18th Annual Charter Conference

  • October 29, 2019
  • Soo-Jin Lee

On October 3, 2019, the Constitutional, Civil Liberties and Human Rights Law Section of the Ontario Bar Association hosted the 18th Annual Charter Conference. Leading practitioners and experts of Canadian Charter of Rights and Freedoms (Charter) law provided updates on recent Charter decisions and upcoming cases, developments in Charter jurisprudence and strategies for effective Charter advocacy. Participants were invited to contribute to the discussion in the moderated question and answer periods after each panel.

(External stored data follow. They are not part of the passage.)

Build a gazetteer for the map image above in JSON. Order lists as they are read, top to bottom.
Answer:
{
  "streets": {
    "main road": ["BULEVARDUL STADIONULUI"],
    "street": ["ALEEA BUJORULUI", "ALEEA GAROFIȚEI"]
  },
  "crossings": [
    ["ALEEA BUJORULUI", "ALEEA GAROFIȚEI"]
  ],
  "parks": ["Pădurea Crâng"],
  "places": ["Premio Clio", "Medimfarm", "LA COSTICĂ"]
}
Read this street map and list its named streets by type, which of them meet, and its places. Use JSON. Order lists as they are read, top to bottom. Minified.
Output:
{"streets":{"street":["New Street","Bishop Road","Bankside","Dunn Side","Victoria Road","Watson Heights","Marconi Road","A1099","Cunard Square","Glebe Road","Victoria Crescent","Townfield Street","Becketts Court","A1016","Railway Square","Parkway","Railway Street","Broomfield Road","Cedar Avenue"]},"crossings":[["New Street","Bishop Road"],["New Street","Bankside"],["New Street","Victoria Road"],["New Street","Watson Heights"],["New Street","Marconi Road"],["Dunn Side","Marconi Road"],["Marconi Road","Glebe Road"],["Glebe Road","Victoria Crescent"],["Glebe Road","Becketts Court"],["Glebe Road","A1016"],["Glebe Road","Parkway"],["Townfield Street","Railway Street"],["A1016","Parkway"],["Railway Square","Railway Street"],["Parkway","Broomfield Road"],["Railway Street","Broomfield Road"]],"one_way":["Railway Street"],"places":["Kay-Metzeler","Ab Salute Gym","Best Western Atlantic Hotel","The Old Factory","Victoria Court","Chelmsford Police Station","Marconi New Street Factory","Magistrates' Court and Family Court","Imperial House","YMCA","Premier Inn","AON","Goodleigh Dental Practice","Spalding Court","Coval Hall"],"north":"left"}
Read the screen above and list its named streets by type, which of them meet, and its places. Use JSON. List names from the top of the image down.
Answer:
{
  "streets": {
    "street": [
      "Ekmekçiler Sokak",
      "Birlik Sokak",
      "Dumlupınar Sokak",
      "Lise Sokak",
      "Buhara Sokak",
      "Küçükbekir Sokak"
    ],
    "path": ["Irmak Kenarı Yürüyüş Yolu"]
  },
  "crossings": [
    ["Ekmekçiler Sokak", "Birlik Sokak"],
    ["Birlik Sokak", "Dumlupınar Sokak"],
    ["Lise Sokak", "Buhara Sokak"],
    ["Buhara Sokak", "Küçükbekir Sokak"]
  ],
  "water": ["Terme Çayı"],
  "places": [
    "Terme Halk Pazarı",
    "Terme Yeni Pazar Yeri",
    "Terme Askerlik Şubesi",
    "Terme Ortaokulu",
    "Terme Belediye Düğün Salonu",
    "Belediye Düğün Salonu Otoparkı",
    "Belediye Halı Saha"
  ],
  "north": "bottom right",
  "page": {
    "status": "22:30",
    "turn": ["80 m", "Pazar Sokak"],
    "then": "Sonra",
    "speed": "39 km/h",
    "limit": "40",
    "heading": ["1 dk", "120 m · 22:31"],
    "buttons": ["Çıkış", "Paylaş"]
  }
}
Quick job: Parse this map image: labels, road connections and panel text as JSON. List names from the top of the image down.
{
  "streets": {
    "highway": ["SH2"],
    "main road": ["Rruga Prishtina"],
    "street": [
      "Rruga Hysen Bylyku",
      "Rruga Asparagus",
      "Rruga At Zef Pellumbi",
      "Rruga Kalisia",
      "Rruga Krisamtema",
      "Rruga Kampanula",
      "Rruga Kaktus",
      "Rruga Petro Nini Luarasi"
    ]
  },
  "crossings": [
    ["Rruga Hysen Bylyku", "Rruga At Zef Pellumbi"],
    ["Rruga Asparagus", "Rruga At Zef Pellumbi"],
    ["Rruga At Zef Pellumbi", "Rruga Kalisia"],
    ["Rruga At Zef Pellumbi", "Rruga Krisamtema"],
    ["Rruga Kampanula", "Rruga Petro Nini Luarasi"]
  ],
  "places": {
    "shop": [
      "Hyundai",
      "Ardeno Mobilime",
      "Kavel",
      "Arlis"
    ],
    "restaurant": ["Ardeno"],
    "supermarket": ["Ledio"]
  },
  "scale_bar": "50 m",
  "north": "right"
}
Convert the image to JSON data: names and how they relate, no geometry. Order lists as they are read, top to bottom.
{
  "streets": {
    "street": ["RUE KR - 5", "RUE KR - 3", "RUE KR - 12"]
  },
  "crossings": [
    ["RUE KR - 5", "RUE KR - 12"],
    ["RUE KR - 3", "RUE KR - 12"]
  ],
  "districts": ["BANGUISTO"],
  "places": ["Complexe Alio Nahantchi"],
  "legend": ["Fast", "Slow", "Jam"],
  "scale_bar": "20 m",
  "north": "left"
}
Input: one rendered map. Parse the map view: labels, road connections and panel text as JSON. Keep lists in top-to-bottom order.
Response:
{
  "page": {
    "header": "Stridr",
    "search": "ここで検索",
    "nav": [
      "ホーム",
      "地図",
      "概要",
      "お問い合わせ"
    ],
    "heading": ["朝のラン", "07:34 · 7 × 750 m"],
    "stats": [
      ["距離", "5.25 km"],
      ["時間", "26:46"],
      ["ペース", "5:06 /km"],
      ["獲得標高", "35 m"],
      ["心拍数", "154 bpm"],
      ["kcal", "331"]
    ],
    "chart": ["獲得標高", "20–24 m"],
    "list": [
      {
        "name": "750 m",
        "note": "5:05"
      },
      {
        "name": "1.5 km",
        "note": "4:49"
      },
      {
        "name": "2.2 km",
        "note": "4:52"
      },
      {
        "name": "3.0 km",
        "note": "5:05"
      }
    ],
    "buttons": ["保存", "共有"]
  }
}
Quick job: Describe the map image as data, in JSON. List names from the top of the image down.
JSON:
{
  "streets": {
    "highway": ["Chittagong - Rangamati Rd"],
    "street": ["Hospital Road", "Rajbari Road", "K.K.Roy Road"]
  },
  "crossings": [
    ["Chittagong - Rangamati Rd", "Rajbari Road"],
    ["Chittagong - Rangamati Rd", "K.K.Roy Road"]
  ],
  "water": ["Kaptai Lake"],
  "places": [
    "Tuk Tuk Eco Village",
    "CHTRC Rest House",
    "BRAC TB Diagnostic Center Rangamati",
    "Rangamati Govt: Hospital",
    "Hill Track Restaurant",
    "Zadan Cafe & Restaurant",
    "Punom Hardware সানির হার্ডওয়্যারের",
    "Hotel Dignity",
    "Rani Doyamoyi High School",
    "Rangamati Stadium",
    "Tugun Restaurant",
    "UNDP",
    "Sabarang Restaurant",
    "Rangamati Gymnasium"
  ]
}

Overview of key Charter cases from October 2018 to October 2019

Yashoda Ranganathan, Counsel in the Constitutional Law Branch of the Ministry of the Attorney General of Ontario (MAG CLB), opened the program with an overview of significant and recent Charter cases including decisions regarding:

  • Language rights (ss. 14, 19(1) of the Charter), Mazraani: The Supreme Court of Canada (SCC) found that the language rights of several individuals were violated at a tax court hearing and stated that federal court judges must be proactive in protecting the language rights of everyone appearing before them.1
  • Detention (s. 9), R v Le: The SCC regarded reliable reports on race relations as forming part of the social context in determining the point of detention and whether to exclude evidence (s. 24(2)).2                                                        
  • Cruel and unusual punishment (s. 12), R v Boudreault: A majority of the SCC held that the mandatory victim surcharge under the Criminal Code unjustifiably violated s. 12.3 In Quebec Inc, a majority of the Quebec Court of Appeal (QCCA), applying R v Boudreault, held that s. 12 can apply to corporations.4

Section 7 in the context of administrative segregation, immigration detention and access to justice

Morgana Kellythorne, Senior Counsel at the College of Physicians and Surgeons of Ontario, moderated the first panel. After Ms. Kellythorne’s introduction of the panelists, Michael Dunn, Counsel at MAG CLB, canvassed two parallel cases challenging administrative segregation in federal penitentiaries. In CCLA v Canada, the Ontario Superior Court (ONSC) held that the federal legislative scheme governing administrative segregation unjustifiably violated s. 7 because it lacked a prompt and independent review of a decision to segregate an inmate.5 The Ontario Court of Appeal (ONCA) found additionally that provisions authorizing administrative segregation of any inmate for more than fifteen consecutive days unjustifiably infringe s. 12.6 The British Columbia Supreme Court (BCSC) also found a s. 7 violation.7 However, it expressly disagreed with the ONSC regarding independence and stated that, as long as the reviewing party was employed by the Correctional Service of Canada (CSC), a segregation decision review under the scheme could not be procedurally fair.